Whenever the word "junction" shows up in a line of the data, copy that line.

EXTRACTED DATA.
================================
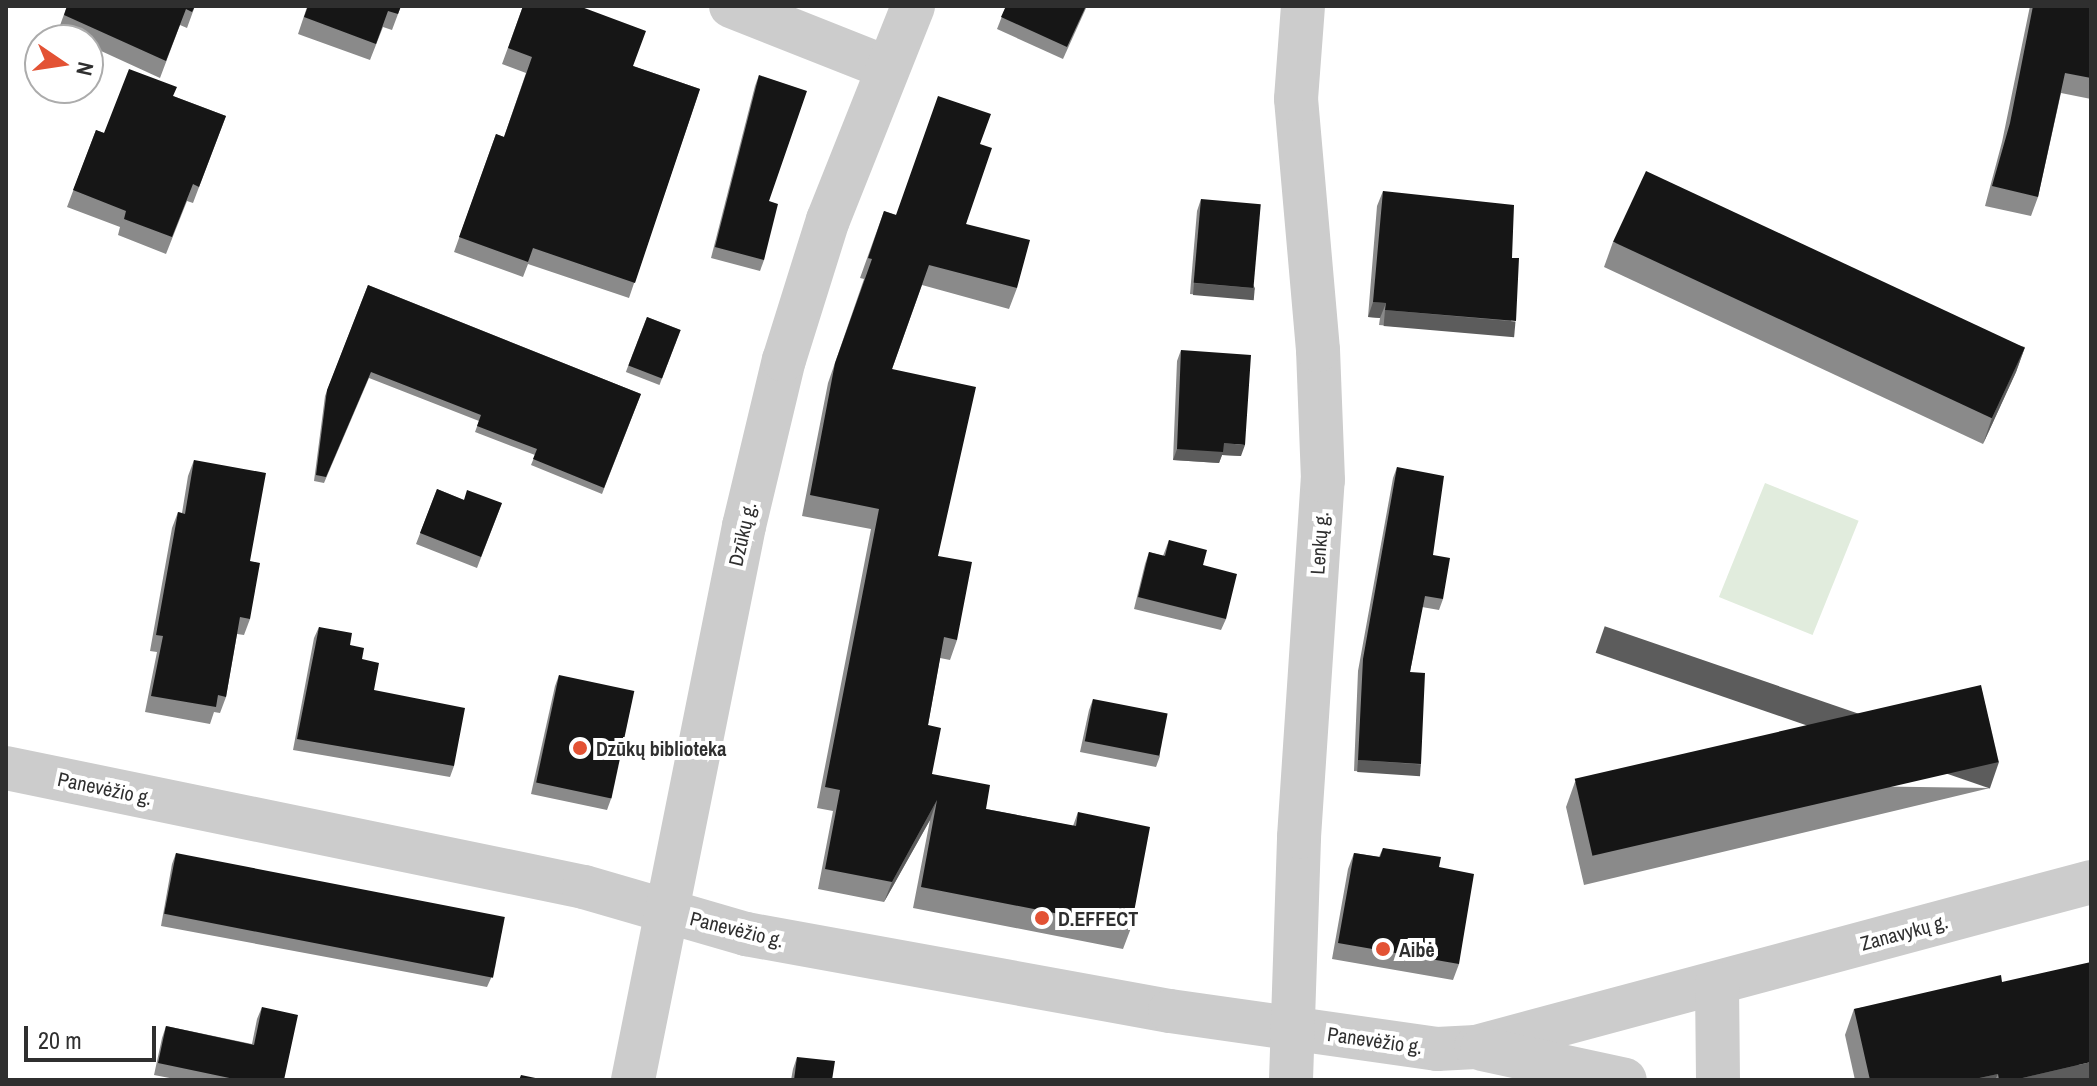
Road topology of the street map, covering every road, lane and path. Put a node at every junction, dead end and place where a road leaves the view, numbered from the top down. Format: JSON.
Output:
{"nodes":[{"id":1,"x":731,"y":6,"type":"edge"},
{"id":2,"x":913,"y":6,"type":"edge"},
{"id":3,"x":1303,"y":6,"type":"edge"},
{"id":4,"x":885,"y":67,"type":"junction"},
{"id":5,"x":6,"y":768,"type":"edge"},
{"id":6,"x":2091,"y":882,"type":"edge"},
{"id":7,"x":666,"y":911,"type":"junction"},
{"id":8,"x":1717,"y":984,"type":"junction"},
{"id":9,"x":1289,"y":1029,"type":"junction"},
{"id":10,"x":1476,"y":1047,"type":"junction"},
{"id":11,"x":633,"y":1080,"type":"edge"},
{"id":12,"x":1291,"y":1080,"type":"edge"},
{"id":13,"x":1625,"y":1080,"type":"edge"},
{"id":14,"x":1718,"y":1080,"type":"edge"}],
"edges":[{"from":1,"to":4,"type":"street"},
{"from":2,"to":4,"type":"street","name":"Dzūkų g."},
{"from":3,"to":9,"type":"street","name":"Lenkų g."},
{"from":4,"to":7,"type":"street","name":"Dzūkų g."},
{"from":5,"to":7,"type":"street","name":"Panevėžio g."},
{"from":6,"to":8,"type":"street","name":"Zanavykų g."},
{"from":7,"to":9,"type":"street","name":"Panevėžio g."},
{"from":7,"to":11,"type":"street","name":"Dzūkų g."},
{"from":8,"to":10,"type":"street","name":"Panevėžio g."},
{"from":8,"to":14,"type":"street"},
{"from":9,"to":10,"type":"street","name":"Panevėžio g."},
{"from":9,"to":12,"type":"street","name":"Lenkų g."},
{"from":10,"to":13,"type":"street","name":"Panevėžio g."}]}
================================
TASK OUTPUT.
Road topology of the street map, covering every road, lane and path. Put a node at every junction, dead end and place where a road leaves the view, numbered from the top down. Format: JSON.
{"id":4,"x":885,"y":67,"type":"junction"},
{"id":7,"x":666,"y":911,"type":"junction"},
{"id":8,"x":1717,"y":984,"type":"junction"},
{"id":9,"x":1289,"y":1029,"type":"junction"},
{"id":10,"x":1476,"y":1047,"type":"junction"},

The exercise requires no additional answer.